### WHAT THIS TASK INVOLVES
Print every line exactly as it appears in the material below.
[[ RAW DATA, beginning ]]
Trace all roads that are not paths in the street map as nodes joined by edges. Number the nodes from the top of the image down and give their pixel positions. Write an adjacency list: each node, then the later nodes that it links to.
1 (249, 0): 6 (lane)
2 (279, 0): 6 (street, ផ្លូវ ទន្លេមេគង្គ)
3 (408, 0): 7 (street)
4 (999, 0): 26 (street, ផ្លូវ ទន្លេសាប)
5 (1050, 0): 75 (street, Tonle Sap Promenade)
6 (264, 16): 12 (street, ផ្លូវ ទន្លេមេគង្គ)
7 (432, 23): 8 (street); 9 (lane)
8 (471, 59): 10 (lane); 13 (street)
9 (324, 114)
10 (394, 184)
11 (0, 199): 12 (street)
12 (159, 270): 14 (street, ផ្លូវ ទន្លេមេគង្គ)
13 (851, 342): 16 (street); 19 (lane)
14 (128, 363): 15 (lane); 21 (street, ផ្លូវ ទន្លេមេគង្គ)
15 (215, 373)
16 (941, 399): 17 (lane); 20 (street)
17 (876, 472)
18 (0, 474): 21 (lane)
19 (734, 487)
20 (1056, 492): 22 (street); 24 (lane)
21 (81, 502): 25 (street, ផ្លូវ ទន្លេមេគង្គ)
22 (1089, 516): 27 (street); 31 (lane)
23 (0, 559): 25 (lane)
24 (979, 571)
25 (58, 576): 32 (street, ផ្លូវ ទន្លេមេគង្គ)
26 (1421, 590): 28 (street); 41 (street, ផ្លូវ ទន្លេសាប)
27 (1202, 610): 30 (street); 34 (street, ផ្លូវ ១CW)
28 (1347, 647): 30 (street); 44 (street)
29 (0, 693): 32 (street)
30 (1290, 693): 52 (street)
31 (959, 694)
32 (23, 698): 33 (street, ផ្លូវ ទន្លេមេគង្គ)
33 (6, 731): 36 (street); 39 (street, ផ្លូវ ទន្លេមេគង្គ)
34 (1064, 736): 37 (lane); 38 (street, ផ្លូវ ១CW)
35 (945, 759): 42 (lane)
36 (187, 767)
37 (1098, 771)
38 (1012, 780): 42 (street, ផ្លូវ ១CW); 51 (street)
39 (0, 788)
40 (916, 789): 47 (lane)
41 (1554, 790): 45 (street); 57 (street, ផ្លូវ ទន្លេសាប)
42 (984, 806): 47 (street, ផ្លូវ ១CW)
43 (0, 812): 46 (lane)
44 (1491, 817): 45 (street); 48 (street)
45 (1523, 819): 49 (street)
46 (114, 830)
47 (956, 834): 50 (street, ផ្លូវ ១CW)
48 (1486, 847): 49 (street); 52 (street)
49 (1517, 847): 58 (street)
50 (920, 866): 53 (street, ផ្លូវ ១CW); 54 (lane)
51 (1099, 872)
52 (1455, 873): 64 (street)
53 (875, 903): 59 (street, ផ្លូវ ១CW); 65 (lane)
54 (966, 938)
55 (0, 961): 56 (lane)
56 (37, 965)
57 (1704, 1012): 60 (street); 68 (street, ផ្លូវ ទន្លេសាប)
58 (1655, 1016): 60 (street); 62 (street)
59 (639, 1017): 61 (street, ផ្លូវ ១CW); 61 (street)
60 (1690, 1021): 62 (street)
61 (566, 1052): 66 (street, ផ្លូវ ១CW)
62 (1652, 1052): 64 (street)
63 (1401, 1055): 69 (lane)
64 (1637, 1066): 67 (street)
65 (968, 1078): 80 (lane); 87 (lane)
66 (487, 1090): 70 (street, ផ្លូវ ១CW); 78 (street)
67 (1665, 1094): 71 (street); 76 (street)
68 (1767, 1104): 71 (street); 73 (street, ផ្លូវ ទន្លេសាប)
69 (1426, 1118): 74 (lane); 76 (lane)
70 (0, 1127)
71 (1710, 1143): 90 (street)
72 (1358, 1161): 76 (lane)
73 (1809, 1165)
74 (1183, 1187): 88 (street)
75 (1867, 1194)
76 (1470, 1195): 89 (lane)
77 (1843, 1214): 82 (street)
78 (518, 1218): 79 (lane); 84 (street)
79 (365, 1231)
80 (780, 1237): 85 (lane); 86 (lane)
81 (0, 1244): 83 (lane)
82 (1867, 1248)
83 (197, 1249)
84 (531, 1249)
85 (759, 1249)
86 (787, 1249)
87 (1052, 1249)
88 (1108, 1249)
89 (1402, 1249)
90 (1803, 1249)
[[ RAW DATA, end ]]
### REPLY TO THE EXERCISE
Trace all roads that are not paths in the street map as nodes joined by edges. Number the nodes from the top of the image down and give their pixel positions. Write an adjacency list: each node, then the later nodes that it links to.
1 (249, 0): 6 (lane)
2 (279, 0): 6 (street, ផ្លូវ ទន្លេមេគង្គ)
3 (408, 0): 7 (street)
4 (999, 0): 26 (street, ផ្លូវ ទន្លេសាប)
5 (1050, 0): 75 (street, Tonle Sap Promenade)
6 (264, 16): 12 (street, ផ្លូវ ទន្លេមេគង្គ)
7 (432, 23): 8 (street); 9 (lane)
8 (471, 59): 10 (lane); 13 (street)
9 (324, 114)
10 (394, 184)
11 (0, 199): 12 (street)
12 (159, 270): 14 (street, ផ្លូវ ទន្លេមេគង្គ)
13 (851, 342): 16 (street); 19 (lane)
14 (128, 363): 15 (lane); 21 (street, ផ្លូវ ទន្លេមេគង្គ)
15 (215, 373)
16 (941, 399): 17 (lane); 20 (street)
17 (876, 472)
18 (0, 474): 21 (lane)
19 (734, 487)
20 (1056, 492): 22 (street); 24 (lane)
21 (81, 502): 25 (street, ផ្លូវ ទន្លេមេគង្គ)
22 (1089, 516): 27 (street); 31 (lane)
23 (0, 559): 25 (lane)
24 (979, 571)
25 (58, 576): 32 (street, ផ្លូវ ទន្លេមេគង្គ)
26 (1421, 590): 28 (street); 41 (street, ផ្លូវ ទន្លេសាប)
27 (1202, 610): 30 (street); 34 (street, ផ្លូវ ១CW)
28 (1347, 647): 30 (street); 44 (street)
29 (0, 693): 32 (street)
30 (1290, 693): 52 (street)
31 (959, 694)
32 (23, 698): 33 (street, ផ្លូវ ទន្លេមេគង្គ)
33 (6, 731): 36 (street); 39 (street, ផ្លូវ ទន្លេមេគង្គ)
34 (1064, 736): 37 (lane); 38 (street, ផ្លូវ ១CW)
35 (945, 759): 42 (lane)
36 (187, 767)
37 (1098, 771)
38 (1012, 780): 42 (street, ផ្លូវ ១CW); 51 (street)
39 (0, 788)
40 (916, 789): 47 (lane)
41 (1554, 790): 45 (street); 57 (street, ផ្លូវ ទន្លេសាប)
42 (984, 806): 47 (street, ផ្លូវ ១CW)
43 (0, 812): 46 (lane)
44 (1491, 817): 45 (street); 48 (street)
45 (1523, 819): 49 (street)
46 (114, 830)
47 (956, 834): 50 (street, ផ្លូវ ១CW)
48 (1486, 847): 49 (street); 52 (street)
49 (1517, 847): 58 (street)
50 (920, 866): 53 (street, ផ្លូវ ១CW); 54 (lane)
51 (1099, 872)
52 (1455, 873): 64 (street)
53 (875, 903): 59 (street, ផ្លូវ ១CW); 65 (lane)
54 (966, 938)
55 (0, 961): 56 (lane)
56 (37, 965)
57 (1704, 1012): 60 (street); 68 (street, ផ្លូវ ទន្លេសាប)
58 (1655, 1016): 60 (street); 62 (street)
59 (639, 1017): 61 (street, ផ្លូវ ១CW); 61 (street)
60 (1690, 1021): 62 (street)
61 (566, 1052): 66 (street, ផ្លូវ ១CW)
62 (1652, 1052): 64 (street)
63 (1401, 1055): 69 (lane)
64 (1637, 1066): 67 (street)
65 (968, 1078): 80 (lane); 87 (lane)
66 (487, 1090): 70 (street, ផ្លូវ ១CW); 78 (street)
67 (1665, 1094): 71 (street); 76 (street)
68 (1767, 1104): 71 (street); 73 (street, ផ្លូវ ទន្លេសាប)
69 (1426, 1118): 74 (lane); 76 (lane)
70 (0, 1127)
71 (1710, 1143): 90 (street)
72 (1358, 1161): 76 (lane)
73 (1809, 1165)
74 (1183, 1187): 88 (street)
75 (1867, 1194)
76 (1470, 1195): 89 (lane)
77 (1843, 1214): 82 (street)
78 (518, 1218): 79 (lane); 84 (street)
79 (365, 1231)
80 (780, 1237): 85 (lane); 86 (lane)
81 (0, 1244): 83 (lane)
82 (1867, 1248)
83 (197, 1249)
84 (531, 1249)
85 (759, 1249)
86 (787, 1249)
87 (1052, 1249)
88 (1108, 1249)
89 (1402, 1249)
90 (1803, 1249)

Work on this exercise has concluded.